Tuesday, March 17, 2026

A Few Things on Repentance

Bishop Klemes of Gardikion

(Now Metropolitan of Larissa and Platamon)

 

 

Repentance is the beginning of the path of perfection according to Christ, the “gate of Grace,” a continuous course and stance of life, and not merely a transitional moment of turning away from sin and a temporary step of ascent to virtue.

It constitutes the firm and unshakable foundation for purification and perfection, so that the will of man may be freed and liberated from the passions, in order to be attuned to the divine Will and to acquire Love, the Fullness of Grace and of the divine Life.

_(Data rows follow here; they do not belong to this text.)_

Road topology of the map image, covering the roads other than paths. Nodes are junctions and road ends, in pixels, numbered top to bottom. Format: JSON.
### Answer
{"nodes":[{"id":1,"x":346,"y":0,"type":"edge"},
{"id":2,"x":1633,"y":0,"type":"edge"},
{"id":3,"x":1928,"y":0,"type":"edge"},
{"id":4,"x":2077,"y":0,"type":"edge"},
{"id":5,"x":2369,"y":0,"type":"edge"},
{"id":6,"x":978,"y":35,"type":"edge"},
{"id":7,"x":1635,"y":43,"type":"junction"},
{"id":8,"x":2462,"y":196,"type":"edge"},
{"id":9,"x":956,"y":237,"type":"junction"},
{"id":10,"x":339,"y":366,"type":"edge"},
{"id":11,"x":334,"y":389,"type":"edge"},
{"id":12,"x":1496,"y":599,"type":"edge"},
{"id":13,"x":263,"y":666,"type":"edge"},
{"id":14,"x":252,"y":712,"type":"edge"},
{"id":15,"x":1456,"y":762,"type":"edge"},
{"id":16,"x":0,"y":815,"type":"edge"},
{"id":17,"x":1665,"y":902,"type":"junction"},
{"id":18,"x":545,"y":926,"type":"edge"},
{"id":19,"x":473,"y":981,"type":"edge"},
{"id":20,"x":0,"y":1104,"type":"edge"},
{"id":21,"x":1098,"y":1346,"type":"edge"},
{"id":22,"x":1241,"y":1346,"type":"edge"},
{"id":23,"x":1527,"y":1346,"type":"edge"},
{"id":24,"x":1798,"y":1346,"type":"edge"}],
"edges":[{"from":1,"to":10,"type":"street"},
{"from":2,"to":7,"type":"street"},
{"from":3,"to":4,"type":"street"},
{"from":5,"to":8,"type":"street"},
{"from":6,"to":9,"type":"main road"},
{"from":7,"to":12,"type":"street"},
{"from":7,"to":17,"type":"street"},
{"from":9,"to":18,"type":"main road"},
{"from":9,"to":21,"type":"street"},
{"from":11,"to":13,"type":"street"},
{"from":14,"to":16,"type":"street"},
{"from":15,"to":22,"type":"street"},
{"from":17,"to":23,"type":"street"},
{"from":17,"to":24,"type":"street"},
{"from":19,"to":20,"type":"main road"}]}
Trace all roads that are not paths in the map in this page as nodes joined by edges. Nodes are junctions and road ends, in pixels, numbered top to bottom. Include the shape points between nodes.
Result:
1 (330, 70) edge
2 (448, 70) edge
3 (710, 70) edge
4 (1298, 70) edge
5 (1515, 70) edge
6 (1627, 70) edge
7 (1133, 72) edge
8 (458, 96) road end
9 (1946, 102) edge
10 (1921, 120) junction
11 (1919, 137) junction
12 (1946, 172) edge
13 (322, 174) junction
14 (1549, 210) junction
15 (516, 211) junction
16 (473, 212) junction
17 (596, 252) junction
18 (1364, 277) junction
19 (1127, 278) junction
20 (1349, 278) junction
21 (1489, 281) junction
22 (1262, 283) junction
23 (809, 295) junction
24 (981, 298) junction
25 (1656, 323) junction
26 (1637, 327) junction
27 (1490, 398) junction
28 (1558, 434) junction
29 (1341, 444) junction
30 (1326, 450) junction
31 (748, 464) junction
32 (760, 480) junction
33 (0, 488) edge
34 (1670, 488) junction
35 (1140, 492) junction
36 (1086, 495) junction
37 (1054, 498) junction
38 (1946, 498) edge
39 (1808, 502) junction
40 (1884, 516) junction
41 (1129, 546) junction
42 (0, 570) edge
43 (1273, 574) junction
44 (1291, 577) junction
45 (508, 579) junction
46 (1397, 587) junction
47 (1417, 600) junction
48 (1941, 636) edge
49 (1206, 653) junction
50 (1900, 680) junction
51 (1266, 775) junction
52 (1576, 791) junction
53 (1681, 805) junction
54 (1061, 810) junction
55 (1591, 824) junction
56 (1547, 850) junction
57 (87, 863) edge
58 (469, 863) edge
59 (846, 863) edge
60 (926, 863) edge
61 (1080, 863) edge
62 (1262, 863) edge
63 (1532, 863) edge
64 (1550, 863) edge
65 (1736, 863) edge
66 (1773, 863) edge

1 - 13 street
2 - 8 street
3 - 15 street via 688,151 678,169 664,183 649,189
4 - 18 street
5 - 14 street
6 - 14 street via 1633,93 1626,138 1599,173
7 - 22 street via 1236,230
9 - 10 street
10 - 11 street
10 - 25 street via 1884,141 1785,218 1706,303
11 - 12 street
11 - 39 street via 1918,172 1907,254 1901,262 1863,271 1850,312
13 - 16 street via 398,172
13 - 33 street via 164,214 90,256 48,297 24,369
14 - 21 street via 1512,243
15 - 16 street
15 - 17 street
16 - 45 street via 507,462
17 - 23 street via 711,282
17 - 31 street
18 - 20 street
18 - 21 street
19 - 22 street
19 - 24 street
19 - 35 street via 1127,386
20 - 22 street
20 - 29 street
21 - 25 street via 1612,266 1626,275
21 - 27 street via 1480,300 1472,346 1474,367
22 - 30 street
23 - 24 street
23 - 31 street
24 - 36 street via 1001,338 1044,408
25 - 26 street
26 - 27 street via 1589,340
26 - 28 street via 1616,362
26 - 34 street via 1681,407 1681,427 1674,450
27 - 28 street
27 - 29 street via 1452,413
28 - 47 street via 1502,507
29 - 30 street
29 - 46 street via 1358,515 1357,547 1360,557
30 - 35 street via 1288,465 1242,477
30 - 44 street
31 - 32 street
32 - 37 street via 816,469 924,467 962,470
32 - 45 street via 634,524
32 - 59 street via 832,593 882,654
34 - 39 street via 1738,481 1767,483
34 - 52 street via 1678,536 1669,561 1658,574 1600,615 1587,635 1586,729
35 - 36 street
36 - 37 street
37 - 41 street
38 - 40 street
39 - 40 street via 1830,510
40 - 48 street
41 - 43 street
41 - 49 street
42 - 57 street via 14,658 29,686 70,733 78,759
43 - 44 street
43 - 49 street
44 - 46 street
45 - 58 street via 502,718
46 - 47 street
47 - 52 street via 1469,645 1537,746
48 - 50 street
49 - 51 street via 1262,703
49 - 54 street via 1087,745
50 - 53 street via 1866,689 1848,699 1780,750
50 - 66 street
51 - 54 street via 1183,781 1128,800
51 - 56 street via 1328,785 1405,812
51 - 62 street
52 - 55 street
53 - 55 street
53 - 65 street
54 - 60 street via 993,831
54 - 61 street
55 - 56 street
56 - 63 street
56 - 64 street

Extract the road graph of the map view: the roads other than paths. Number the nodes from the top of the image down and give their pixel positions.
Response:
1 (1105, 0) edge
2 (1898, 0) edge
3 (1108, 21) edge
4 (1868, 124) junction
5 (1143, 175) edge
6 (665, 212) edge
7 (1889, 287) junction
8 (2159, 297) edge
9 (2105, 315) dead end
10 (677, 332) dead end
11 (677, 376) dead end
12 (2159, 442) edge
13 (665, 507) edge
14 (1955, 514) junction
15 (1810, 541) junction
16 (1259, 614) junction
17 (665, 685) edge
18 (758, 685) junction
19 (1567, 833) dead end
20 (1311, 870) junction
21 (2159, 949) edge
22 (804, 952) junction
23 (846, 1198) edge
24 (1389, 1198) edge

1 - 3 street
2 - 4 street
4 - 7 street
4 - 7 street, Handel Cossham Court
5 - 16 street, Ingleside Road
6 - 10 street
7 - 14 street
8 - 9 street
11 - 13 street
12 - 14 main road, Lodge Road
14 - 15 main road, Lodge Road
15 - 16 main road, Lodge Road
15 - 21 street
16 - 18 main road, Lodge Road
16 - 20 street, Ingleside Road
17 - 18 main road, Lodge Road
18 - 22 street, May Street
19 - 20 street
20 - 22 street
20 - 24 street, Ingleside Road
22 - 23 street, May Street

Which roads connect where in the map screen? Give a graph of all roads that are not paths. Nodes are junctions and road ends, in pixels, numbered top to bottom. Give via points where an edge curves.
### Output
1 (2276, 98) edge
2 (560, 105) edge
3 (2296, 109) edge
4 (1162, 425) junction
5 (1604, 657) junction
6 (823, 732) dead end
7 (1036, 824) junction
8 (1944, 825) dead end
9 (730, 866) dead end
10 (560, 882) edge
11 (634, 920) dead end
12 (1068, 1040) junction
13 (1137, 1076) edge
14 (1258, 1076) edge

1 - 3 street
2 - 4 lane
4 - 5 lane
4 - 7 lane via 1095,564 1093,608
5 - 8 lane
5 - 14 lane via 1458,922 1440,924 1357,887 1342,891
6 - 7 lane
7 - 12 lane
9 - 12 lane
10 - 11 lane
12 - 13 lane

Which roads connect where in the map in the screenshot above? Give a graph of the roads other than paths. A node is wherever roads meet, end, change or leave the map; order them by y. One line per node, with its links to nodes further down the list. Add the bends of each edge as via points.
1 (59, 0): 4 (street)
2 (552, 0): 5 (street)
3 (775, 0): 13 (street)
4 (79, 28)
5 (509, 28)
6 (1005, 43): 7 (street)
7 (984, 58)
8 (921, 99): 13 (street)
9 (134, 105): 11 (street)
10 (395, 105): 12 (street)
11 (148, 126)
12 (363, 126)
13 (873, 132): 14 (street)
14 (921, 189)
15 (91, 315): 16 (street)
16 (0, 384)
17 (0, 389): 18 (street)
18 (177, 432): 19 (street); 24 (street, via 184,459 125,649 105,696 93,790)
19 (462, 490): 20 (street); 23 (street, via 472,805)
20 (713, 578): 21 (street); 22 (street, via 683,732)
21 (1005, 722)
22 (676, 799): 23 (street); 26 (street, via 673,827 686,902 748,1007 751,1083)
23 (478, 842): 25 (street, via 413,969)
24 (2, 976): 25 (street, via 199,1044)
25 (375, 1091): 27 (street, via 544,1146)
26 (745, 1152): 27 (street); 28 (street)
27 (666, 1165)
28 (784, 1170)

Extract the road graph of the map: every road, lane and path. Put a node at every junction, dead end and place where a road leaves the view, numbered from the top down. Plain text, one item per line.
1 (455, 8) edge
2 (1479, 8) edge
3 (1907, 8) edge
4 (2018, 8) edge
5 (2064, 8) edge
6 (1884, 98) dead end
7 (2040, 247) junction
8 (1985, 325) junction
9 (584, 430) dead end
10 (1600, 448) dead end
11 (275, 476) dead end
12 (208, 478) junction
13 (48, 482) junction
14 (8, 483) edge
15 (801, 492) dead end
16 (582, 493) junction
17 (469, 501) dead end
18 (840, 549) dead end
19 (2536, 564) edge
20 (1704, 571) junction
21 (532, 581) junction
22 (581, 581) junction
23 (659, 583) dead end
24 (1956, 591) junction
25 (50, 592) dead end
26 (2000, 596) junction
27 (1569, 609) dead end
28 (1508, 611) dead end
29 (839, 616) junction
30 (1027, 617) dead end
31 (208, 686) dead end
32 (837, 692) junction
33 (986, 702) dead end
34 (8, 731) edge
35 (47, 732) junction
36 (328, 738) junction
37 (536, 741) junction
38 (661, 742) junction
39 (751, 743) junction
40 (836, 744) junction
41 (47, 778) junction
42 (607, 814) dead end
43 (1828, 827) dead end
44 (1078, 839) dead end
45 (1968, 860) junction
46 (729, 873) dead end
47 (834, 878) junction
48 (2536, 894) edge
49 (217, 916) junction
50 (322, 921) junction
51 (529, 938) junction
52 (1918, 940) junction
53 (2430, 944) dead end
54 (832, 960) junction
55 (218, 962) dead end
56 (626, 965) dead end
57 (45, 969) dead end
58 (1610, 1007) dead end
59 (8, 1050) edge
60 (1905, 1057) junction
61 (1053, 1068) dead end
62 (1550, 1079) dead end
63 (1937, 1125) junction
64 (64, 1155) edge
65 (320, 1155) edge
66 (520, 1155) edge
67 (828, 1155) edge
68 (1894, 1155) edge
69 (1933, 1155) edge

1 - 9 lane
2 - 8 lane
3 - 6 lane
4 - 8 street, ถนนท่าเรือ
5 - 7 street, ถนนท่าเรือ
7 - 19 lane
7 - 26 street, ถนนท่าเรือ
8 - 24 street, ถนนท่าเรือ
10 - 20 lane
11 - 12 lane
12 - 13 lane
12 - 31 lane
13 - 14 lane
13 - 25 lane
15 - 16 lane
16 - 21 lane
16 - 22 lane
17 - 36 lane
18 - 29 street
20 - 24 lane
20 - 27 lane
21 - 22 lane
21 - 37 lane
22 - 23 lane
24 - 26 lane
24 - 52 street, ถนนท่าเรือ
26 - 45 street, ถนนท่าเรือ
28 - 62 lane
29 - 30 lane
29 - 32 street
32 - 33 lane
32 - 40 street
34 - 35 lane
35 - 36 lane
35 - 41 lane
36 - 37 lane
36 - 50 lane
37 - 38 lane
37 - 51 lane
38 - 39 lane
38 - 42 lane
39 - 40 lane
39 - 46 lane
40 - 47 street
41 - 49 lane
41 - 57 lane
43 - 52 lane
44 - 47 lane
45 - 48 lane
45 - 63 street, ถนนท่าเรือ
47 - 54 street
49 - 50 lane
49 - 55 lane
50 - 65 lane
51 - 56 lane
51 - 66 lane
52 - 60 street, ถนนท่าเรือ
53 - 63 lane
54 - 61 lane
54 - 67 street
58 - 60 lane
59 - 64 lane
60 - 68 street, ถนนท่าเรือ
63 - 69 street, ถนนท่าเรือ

Repentance, as a continual state, characterizes those who truly desire their union with God and strive sincerely for the overcoming of their egoism and, in general, of the fulfillment of their passionate and sinful wills. It is a power which effects the transformation of our nature and safeguards against the spiritual delusion of considering ourselves as justified or at rest in some supposedly good and God-pleasing state of sufficiency. And this precisely is its “mystery” and its “secret”: it is found and flourishes where there is no sense of security, self-sufficiency, and bold self-assurance:

“He has boldness who does not think that he has boldness; whereas he who thinks that he has boldness has lost boldness, just as the Pharisee; but he who considers himself cast off and without boldness—this one will especially be heard, just as the Publican” (St. John Chrysostom).

The man who has awareness of his weakness and love of sin, of his many and various—manifest and hidden, in knowledge and in ignorance, voluntary and involuntary—falls and sins, is not able to trust his freedom and to boast of his virtue or of his good works, but hastens, like the Publican, to seek the divine Mercy: “O God, be merciful to me, a sinner”!...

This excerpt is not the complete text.